The Narendra Modi government is likely to withdraw the Special Protection Group (SPG) from former Prime Minister Manmohan Singh’s security detail shortly, according to several sources.
The decision, reportedly taken after a three-month review involving the Cabinet Secretariat and the Ministry of Home Affairs with inputs from intelligence agencies the Research and Analysis Wing and the Intelligence Bureau has not yet been formally communicated in writing, but was “orally” conveyed to the former Prime Minister, the sources confirmed to The Hindu .
This would mean that the elite protection force of about 3,000 officers meant for the Prime Ministers, the former Prime Ministers and their families would now be tasked with protecting only Mr. Modi, Congress president Sonia Gandhi and her children Rahul Gandhi and Priyanka Gandhi Vadra.
According to an official privy to the development, who asked not to be identified, the government had, according to the procedures laid down by the SPG Act, 1988, renewed Dr. Singh’s SPG detail for a year after he demitted office in 2014, and subsequently, on an annual basis after reviewing the threats faced by him and his wife Gursharan Kaur. (Dr. Singh’s daughters, who were also eligible, had given up SPG cover voluntarily in 2014).
However, on May 25 this year, the government decided not to fully renew the SPG cover, and instead ordered a three-month review process, which ended on Sunday. Dr. Singh’s SPG unit was also told about the decision and asked to await a final decision. “I can confirm that the government has informed Dr. Singh that he is no longer eligible for SPG protection,” another well-informed source said, adding that this was conveyed by a senior intelligence official directly to the former Prime Minister. However, no written order had been sent as yet, and the 200-plus strong SPG force at Dr. Singh’s Motilal Nehru Place residence in Delhi remains in place, indicating that there may yet be a change in decision.
The Hindu contacted several government agencies, including the Cabinet Secretariat, the Ministry of Home Affairs and intelligence agencies, in order to prepare this report, but received no official response.
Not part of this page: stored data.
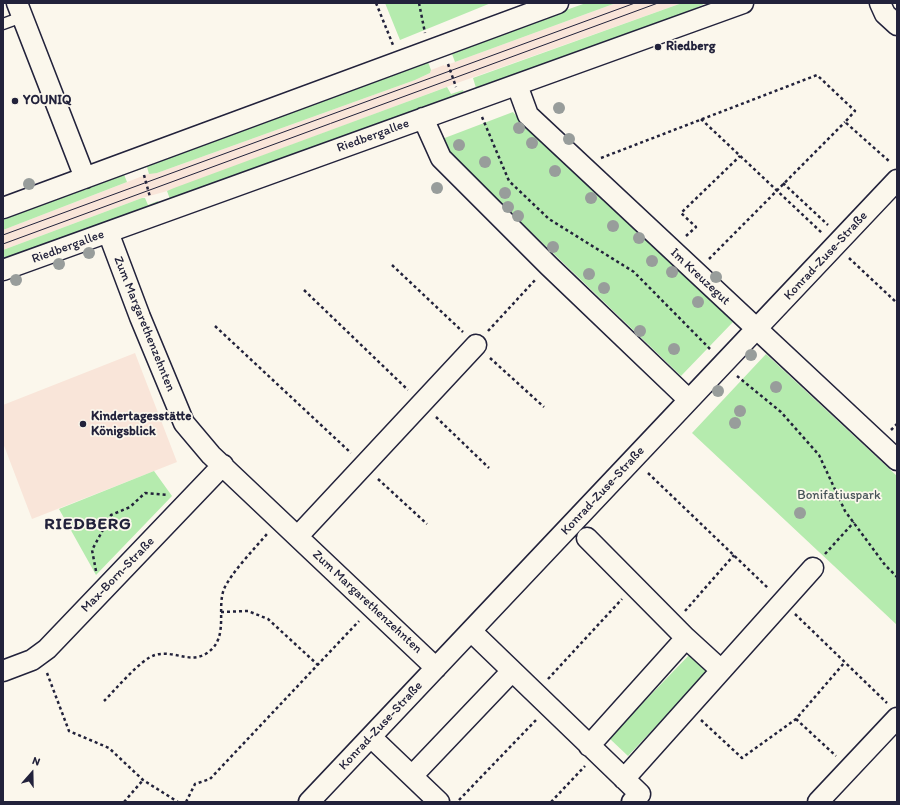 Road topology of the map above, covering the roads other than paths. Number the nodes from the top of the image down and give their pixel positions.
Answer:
1 (558, 3) edge
2 (743, 3) edge
3 (880, 3) edge
4 (20, 10) edge
5 (3, 24) edge
6 (897, 25) edge
7 (517, 85) junction
8 (423, 118) junction
9 (894, 172) edge
10 (85, 178) junction
11 (3, 208) edge
12 (108, 232) junction
13 (3, 270) edge
14 (756, 329) junction
15 (476, 345) road end
16 (689, 400) junction
17 (897, 460) edge
18 (223, 465) junction
19 (298, 536) junction
20 (586, 538) dead end
21 (812, 568) road end
22 (471, 631) junction
23 (680, 632) junction
24 (436, 668) junction
25 (722, 670) junction
26 (3, 671) edge
27 (512, 671) junction
28 (897, 718) edge
29 (371, 737) junction
30 (594, 750) junction
31 (412, 776) junction
32 (624, 779) junction
33 (640, 799) edge
34 (310, 802) edge
35 (439, 802) edge
36 (818, 802) edge

1 - 10 street
2 - 7 street, Riedbergallee
3 - 6 street
4 - 5 lane
4 - 10 street
7 - 8 street, Riedbergallee
7 - 14 street, Im Kreuzegut
8 - 12 street, Riedbergallee
8 - 16 street
9 - 14 street, Konrad-Zuse-Straße
10 - 11 street
12 - 13 street, Riedbergallee
12 - 18 street, Zum Margarethenzehnten
14 - 16 street, Konrad-Zuse-Straße
14 - 17 street, Im Kreuzegut
15 - 19 street
16 - 22 street, Konrad-Zuse-Straße
18 - 19 street, Zum Margarethenzehnten
18 - 26 street, Max-Born-Straße
19 - 24 street, Zum Margarethenzehnten
20 - 23 street
21 - 25 street
22 - 24 street, Konrad-Zuse-Straße
22 - 27 street
23 - 25 street
23 - 30 street
24 - 29 street, Konrad-Zuse-Straße
25 - 32 street
27 - 30 street
27 - 31 street
28 - 36 street
29 - 31 street
29 - 34 street, Konrad-Zuse-Straße
30 - 32 street
31 - 35 street
32 - 33 street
Dr. Singh also declined to comment on the development.
Plans for the move raised some eyebrows within the security establishment. One official said that while the government was technically within the law to withdraw SPG protection to any former Prime Minister, it had chosen not to do so for Atal Bihari Vajpayee, who demitted office in 2004 and had SPG protection until he passed away in 2018. A prolonged illness had kept Vajpayee home-bound for the past decade. Dr. Singh is more “exposed” as he frequently travels. for political engagements and was just re-elected a member of the Rajya Sabha, the official explained.
A retired SPG officer said the SPG cover would only be reduced on the basis of threat levels as defined in the SPG Act of 1988. “No govt. in power would take the risk of scaling down security without analysing the threat perception closely. No govt. would like to be discredited in taking a decision purely for political considerations,” he said, citing former Prime Minister Rajiv Gandhi’s assassination, which brought much criticism to his successor V.P. Singh, whose government had withdrawn Mr. Gandhi’s SPG protection.
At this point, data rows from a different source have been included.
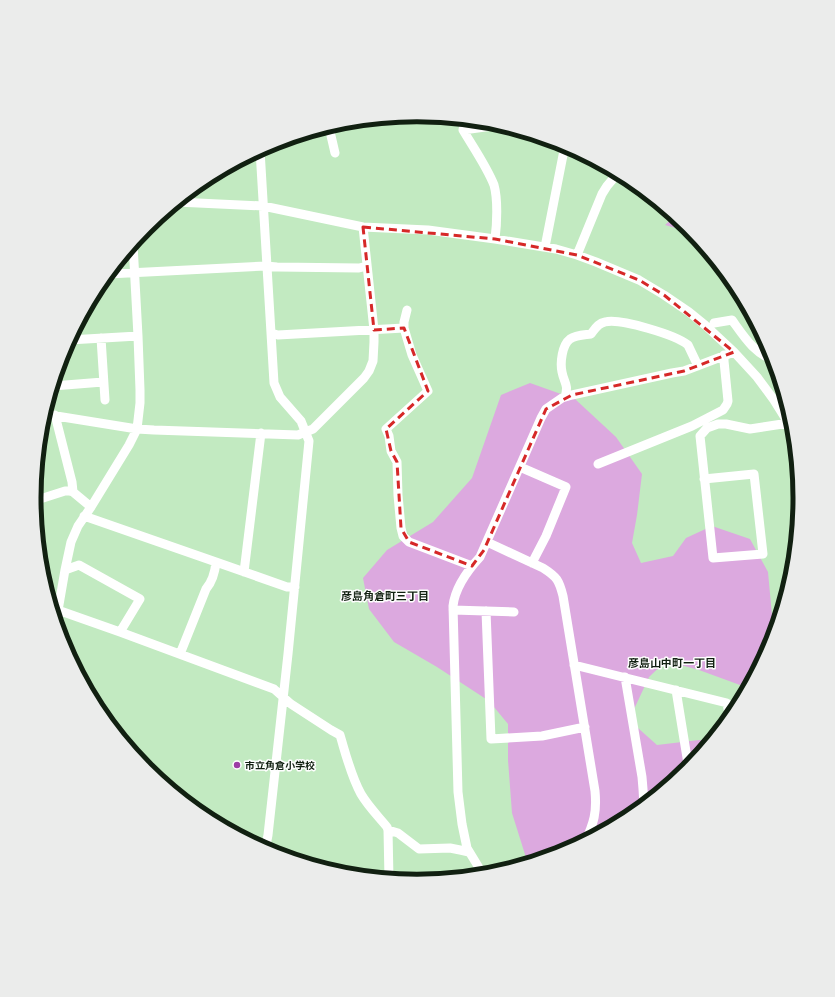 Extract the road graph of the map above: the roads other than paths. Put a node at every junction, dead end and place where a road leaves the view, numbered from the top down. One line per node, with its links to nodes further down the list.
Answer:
1 (464, 125): 3 (street)
2 (482, 127): 3 (street)
3 (463, 130): 12 (street)
4 (330, 132): 6 (street)
5 (564, 152): 13 (street)
6 (335, 153)
7 (260, 157): 10 (street)
8 (614, 177): 15 (street)
9 (185, 202): 10 (street)
10 (263, 206): 11 (street); 16 (street)
11 (363, 227): 12 (street); 17 (street)
12 (495, 239): 13 (street)
13 (545, 247): 15 (street)
14 (133, 252): 18 (street)
15 (577, 255): 28 (street)
16 (266, 266): 17 (street); 18 (street); 24 (street)
17 (367, 266): 23 (street)
18 (134, 273): 19 (street); 25 (street)
19 (115, 274)
20 (408, 310): 22 (street)
21 (714, 324): 30 (street)
22 (404, 328): 23 (street); 53 (street)
23 (374, 330): 24 (street); 42 (street)
24 (271, 333): 42 (street)
25 (138, 336): 26 (street); 40 (street)
26 (101, 338): 27 (street); 32 (street)
27 (77, 340)
28 (734, 352): 29 (street); 38 (street)
29 (724, 355): 31 (street); 43 (street)
30 (766, 356)
31 (698, 366): 34 (street); 34 (street)
32 (104, 382): 33 (street); 35 (street)
33 (59, 386)
34 (565, 397): 44 (street)
35 (105, 400)
36 (51, 415): 37 (street)
37 (55, 415): 40 (street); 46 (street)
38 (785, 415)
39 (787, 424): 45 (street)
40 (137, 428): 41 (street); 48 (street)
41 (261, 433): 42 (street); 55 (street)
42 (306, 433): 56 (street)
43 (598, 464)
44 (520, 467): 50 (street); 52 (street)
45 (704, 479): 45 (street)
46 (73, 492): 47 (street); 48 (street)
47 (41, 499)
48 (91, 507): 49 (street)
49 (84, 516): 51 (street); 54 (street)
50 (487, 542): 52 (street); 53 (street)
51 (216, 562): 55 (street); 63 (street)
52 (532, 563): 64 (street)
53 (472, 566): 59 (street)
54 (65, 570): 57 (street); 62 (street)
55 (244, 572): 56 (street)
56 (295, 587): 67 (street)
57 (56, 604)
58 (58, 610): 62 (street)
59 (453, 610): 60 (street); 75 (street)
60 (486, 611): 61 (street); 69 (street)
61 (514, 612)
62 (120, 632): 63 (street)
63 (180, 654): 67 (street)
64 (574, 665): 65 (street); 69 (street)
65 (625, 677): 66 (street); 71 (street)
66 (676, 690): 68 (street); 70 (street)
67 (283, 697): 72 (street); 74 (street)
68 (728, 711)
69 (584, 727): 73 (street)
70 (688, 761)
71 (644, 799)
72 (388, 830): 75 (street); 77 (street)
73 (589, 834)
74 (266, 843)
75 (469, 852): 76 (street)
76 (480, 870)
77 (389, 874)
The SPG was set up in 1985 after the assassination of Prime Minister Indira Gandhi, and Parliament passed the SPG Act in 1988 dedicating the group to protecting the Prime Minister of India. At the time, the Act did not include former Prime Ministers, and when V.P. Singh came to power in 1989 his government withdrew SPG protection to the outgoing PM Rajiv Gandhi. After Rajiv Gandhi was assassinated in 1991 the SPG Act was amended, offering SPG protection to all former Prime Ministers and their families for a period of at least 10 years.
During his tenure that began in 1999, PM Vajpayee’s government conducted a major review of the SPG’s operations, and decided to withdraw SPG protection to former PMs P.V. Narasimha Rao, H.D. Deve Gowda, and I.K. Gujral. In 2003, the Vajpayee government also amended the SPG Act to bring the period of automatic protection down from 10 years to “a period of one year from the date on which the former Prime Minister ceased to hold office and beyond one year based on the level of threat as decided by the Central Government.”